# Mystery component



## kn1ghtride (Dec 1, 2009)

Hey guys and girls,

I have a 1994 D21 XE and it won't start. It seems no fuel is going through so I assumed it was a faulty fuel pump. Upon attemting a replacement, I discovered a mystery component that looks like a fuel filter, but seems more like a valve. This device has a snap in near the fuel tank with an inlet and outlet labeled "Tank" and "Eng". I have checked my shop manuals and don't see anything that looks like this part and I checked most of the autoparts stores and nobody stocks or can ID the part. I pulled it off the truck and realised it has a hole in it (though the previous owner taped the hole with electrical tape) and that a hose was disconnected.

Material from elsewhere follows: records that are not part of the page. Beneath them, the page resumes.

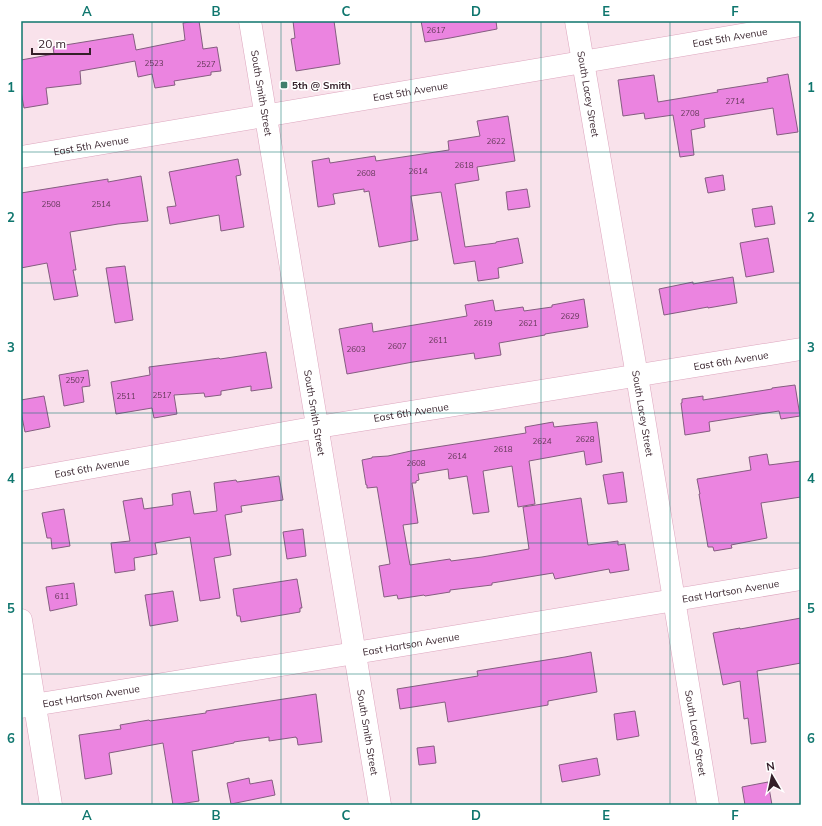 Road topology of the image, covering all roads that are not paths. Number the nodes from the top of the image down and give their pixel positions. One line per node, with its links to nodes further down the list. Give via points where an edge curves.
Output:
1 (250, 21): 5 (street, South Smith Street)
2 (576, 21): 4 (street, South Lacey Street)
3 (801, 25): 4 (street, East 5th Avenue)
4 (583, 62): 5 (street, East 5th Avenue); 8 (street, South Lacey Street)
5 (265, 116): 6 (street, East 5th Avenue); 9 (street, South Smith Street)
6 (21, 157)
7 (801, 349): 8 (street, East 6th Avenue)
8 (637, 376): 9 (street, East 6th Avenue); 12 (street, South Lacey Street)
9 (318, 427): 10 (street, East 6th Avenue); 14 (street, South Smith Street)
10 (21, 480)
11 (801, 579): 12 (street, East Hartson Avenue)
12 (674, 600): 14 (street, East Hartson Avenue); 18 (street, South Lacey Street)
13 (21, 620): 15 (street)
14 (355, 653): 15 (street, East Hartson Avenue); 17 (street, South Smith Street)
15 (28, 705): 16 (street)
16 (51, 805)
17 (380, 805)
18 (708, 805)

Has anyone seen this part and if so, what is it and where can I get a replacement?

Thanks-
Joe


----------



## kn1ghtride (Dec 1, 2009)




----------



## kn1ghtride (Dec 1, 2009)

*Mystery pic*

That's a picture of the part in question.


----------



## Faja (Aug 31, 2009)

kn1ghtride said:


> That's a picture of the part in question.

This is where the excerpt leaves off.